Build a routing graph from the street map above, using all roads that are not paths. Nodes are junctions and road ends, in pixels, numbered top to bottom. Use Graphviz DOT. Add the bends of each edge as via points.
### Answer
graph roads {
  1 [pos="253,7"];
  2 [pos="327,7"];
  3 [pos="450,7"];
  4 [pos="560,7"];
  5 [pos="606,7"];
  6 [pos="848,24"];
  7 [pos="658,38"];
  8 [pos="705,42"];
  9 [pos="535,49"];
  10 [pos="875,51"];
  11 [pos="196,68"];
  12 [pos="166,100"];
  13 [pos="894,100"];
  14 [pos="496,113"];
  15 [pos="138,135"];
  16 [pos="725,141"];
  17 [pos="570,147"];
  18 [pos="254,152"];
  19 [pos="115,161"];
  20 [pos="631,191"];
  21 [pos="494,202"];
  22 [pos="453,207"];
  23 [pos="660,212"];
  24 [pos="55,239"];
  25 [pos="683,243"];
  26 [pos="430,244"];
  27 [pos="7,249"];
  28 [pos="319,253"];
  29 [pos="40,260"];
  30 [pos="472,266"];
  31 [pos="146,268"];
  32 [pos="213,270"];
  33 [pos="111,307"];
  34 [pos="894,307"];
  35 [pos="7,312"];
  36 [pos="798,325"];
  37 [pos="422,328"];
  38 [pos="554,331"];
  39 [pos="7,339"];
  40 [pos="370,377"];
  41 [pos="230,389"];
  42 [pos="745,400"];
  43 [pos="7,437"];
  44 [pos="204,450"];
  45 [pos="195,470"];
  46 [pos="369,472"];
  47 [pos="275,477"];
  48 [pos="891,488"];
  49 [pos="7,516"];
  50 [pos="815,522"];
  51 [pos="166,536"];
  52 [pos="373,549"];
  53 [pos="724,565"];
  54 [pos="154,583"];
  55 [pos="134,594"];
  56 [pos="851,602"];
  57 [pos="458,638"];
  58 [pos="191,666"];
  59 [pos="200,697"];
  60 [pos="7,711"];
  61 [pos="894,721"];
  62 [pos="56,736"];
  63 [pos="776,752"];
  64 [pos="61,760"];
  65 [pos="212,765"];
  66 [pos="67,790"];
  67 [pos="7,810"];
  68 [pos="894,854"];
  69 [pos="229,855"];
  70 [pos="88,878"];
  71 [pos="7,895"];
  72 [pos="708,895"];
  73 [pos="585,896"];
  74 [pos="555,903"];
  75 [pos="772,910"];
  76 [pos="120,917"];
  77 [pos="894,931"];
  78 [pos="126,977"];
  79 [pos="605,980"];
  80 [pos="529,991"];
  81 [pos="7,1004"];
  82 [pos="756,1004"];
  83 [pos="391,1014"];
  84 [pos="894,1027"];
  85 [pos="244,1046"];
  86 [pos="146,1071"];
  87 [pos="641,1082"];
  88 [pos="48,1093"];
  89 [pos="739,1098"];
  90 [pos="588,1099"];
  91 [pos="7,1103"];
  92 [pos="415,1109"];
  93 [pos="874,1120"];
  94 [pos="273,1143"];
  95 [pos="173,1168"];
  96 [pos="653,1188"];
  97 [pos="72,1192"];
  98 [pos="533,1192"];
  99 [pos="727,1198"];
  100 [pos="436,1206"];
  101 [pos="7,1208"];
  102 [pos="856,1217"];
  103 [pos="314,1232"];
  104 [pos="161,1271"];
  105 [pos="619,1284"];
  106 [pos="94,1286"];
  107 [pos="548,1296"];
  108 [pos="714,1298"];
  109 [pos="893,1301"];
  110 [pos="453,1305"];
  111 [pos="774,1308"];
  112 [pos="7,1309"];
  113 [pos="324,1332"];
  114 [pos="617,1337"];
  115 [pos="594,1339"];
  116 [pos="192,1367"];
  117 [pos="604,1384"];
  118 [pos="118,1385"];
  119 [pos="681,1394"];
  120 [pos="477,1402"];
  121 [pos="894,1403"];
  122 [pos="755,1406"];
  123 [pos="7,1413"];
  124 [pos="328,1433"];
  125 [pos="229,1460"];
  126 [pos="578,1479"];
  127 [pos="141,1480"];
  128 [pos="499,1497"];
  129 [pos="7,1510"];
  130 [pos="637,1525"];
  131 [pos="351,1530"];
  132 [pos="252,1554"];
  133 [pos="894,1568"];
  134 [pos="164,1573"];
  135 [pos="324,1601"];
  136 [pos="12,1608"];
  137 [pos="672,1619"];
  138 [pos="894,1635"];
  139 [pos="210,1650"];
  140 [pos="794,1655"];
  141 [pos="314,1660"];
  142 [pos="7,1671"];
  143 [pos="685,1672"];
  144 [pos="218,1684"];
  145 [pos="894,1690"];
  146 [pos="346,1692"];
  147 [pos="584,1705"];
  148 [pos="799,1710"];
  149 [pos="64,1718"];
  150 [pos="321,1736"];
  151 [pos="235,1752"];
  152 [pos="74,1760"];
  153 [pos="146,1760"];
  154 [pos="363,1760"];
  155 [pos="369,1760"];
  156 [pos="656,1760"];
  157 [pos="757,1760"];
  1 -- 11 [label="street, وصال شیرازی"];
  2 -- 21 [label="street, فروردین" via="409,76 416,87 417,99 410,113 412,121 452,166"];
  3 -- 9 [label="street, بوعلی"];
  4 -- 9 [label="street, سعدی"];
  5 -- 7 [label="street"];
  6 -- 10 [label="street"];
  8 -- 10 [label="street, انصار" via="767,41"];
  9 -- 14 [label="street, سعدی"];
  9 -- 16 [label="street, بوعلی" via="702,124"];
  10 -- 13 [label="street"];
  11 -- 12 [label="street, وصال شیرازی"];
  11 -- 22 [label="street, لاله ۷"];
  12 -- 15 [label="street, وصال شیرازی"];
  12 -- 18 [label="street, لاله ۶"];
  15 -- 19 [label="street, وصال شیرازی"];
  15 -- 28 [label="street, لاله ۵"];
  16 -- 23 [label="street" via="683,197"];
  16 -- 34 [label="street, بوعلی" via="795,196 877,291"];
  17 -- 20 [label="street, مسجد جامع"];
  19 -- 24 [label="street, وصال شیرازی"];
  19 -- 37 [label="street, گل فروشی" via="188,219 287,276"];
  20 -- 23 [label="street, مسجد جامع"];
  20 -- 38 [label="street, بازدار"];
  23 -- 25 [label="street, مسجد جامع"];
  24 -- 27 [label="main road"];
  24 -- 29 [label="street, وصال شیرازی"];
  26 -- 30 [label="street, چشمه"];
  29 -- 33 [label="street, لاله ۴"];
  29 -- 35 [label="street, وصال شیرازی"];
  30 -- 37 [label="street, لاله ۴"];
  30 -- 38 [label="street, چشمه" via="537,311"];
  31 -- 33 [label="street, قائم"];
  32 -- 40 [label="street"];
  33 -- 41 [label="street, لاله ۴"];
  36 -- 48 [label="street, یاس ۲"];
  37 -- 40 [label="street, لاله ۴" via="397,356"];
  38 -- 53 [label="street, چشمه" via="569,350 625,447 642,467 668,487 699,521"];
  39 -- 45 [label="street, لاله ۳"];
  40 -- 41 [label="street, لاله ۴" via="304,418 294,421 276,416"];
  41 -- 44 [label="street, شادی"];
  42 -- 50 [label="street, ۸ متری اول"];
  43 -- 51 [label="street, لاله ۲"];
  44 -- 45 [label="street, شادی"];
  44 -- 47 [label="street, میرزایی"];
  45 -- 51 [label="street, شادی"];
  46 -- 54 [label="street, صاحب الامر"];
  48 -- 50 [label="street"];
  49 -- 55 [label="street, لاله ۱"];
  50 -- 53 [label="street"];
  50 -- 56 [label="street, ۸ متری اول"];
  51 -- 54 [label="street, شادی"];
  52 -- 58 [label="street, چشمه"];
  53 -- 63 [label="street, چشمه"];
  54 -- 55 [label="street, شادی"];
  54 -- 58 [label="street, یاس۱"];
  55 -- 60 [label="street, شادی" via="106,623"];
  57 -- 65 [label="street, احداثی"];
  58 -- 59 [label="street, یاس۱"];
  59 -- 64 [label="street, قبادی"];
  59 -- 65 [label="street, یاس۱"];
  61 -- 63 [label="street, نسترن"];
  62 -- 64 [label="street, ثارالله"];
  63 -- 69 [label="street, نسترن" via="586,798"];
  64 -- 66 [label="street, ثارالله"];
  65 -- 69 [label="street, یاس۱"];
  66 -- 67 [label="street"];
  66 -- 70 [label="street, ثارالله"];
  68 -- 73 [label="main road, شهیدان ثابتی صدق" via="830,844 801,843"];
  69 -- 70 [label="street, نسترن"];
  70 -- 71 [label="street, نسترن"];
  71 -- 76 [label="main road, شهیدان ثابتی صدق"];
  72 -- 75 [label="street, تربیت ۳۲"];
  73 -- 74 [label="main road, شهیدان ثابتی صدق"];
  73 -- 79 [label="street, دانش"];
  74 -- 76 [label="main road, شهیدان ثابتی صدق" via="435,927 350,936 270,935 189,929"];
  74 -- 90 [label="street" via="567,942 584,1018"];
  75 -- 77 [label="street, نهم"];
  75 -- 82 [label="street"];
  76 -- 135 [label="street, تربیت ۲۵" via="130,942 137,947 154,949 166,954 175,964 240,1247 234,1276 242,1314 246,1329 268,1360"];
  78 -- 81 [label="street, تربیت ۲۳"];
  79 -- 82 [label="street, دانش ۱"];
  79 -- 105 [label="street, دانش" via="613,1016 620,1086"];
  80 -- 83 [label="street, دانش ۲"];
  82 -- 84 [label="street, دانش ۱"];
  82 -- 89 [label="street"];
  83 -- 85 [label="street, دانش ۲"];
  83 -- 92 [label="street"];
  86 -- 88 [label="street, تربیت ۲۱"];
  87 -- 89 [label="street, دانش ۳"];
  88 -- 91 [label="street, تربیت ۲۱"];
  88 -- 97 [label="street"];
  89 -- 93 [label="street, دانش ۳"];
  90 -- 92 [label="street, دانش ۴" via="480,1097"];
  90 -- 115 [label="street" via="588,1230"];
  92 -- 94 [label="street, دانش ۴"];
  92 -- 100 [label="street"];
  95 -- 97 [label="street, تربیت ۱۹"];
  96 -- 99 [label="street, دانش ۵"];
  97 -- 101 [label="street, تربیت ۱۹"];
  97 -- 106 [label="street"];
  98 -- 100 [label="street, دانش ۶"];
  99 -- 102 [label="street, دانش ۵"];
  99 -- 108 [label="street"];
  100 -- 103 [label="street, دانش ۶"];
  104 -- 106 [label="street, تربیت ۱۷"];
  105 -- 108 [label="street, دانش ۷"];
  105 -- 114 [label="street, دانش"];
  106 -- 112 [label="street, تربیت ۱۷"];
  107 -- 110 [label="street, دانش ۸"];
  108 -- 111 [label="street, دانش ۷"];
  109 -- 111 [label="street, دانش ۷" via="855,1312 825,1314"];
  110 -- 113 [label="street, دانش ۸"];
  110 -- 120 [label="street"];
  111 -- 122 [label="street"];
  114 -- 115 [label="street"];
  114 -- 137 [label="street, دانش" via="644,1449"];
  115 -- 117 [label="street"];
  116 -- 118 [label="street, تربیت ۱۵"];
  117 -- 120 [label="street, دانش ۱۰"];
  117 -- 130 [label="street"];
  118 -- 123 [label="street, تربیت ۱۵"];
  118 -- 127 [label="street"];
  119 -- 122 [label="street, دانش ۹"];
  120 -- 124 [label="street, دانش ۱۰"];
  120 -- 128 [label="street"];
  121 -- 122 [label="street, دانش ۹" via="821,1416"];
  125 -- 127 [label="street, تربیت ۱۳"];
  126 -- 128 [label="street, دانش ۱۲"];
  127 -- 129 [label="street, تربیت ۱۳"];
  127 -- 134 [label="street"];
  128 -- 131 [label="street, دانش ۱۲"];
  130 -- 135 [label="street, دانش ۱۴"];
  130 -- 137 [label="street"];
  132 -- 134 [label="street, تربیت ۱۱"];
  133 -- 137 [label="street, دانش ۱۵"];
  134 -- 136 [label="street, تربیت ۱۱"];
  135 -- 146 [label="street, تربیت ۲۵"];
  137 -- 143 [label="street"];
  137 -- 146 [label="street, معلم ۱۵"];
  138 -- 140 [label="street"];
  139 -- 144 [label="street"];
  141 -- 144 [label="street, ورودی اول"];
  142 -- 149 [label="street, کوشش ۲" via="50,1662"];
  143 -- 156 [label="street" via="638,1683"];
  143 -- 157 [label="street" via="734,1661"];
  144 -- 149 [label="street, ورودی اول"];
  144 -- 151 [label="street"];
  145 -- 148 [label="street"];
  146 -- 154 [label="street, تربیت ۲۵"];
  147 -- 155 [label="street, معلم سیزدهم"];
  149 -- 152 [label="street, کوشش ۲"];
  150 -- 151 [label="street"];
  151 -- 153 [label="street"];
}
•••
> _TASK REQUIREMENTS_:
Examine the records and pull out every line where the string "سعدی" occurs.

> _REPLY_:
  4 -- 9 [label="street, سعدی"];
  9 -- 14 [label="street, سعدی"];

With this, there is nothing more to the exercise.